• [What the exercise asks] An exact reproduction of all the entries is what the answer must contain.

_ _ _ _ _ _ _

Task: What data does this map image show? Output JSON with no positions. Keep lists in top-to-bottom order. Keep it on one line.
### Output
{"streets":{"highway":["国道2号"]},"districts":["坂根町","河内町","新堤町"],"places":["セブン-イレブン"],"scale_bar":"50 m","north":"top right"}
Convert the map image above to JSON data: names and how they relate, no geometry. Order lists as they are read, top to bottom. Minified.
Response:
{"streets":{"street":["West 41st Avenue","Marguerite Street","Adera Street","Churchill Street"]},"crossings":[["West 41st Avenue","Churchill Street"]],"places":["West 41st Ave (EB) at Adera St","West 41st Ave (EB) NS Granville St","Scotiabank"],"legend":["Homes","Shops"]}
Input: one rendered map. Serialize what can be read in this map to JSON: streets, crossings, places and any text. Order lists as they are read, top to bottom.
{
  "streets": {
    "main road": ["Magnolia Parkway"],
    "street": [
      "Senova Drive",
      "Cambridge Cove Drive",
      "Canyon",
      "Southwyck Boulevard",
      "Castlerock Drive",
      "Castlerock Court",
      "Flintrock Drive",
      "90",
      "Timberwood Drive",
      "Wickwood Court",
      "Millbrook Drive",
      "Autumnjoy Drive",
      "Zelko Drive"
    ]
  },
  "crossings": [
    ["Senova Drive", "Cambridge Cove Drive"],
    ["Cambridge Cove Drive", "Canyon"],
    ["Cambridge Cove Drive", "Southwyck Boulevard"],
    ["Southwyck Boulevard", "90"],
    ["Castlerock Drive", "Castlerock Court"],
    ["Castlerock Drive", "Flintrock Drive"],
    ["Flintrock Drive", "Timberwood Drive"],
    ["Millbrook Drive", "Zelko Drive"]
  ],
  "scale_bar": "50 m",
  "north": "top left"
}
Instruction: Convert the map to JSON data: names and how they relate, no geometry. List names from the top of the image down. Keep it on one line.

_ _ _ _ _ _ _

• [Solution to this problem]
Task: What data does this map image show? Output JSON with no positions. Keep lists in top-to-bottom order. Keep it on one line.
### Output
{"streets":{"highway":["国道2号"]},"districts":["坂根町","河内町","新堤町"],"places":["セブン-イレブン"],"scale_bar":"50 m","north":"top right"}
Convert the map image above to JSON data: names and how they relate, no geometry. Order lists as they are read, top to bottom. Minified.
Response:
{"streets":{"street":["West 41st Avenue","Marguerite Street","Adera Street","Churchill Street"]},"crossings":[["West 41st Avenue","Churchill Street"]],"places":["West 41st Ave (EB) at Adera St","West 41st Ave (EB) NS Granville St","Scotiabank"],"legend":["Homes","Shops"]}
Input: one rendered map. Serialize what can be read in this map to JSON: streets, crossings, places and any text. Order lists as they are read, top to bottom.
{
  "streets": {
    "main road": ["Magnolia Parkway"],
    "street": [
      "Senova Drive",
      "Cambridge Cove Drive",
      "Canyon",
      "Southwyck Boulevard",
      "Castlerock Drive",
      "Castlerock Court",
      "Flintrock Drive",
      "90",
      "Timberwood Drive",
      "Wickwood Court",
      "Millbrook Drive",
      "Autumnjoy Drive",
      "Zelko Drive"
    ]
  },
  "crossings": [
    ["Senova Drive", "Cambridge Cove Drive"],
    ["Cambridge Cove Drive", "Canyon"],
    ["Cambridge Cove Drive", "Southwyck Boulevard"],
    ["Southwyck Boulevard", "90"],
    ["Castlerock Drive", "Castlerock Court"],
    ["Castlerock Drive", "Flintrock Drive"],
    ["Flintrock Drive", "Timberwood Drive"],
    ["Millbrook Drive", "Zelko Drive"]
  ],
  "scale_bar": "50 m",
  "north": "top left"
}
Instruction: Convert the map to JSON data: names and how they relate, no geometry. List names from the top of the image down. Keep it on one line.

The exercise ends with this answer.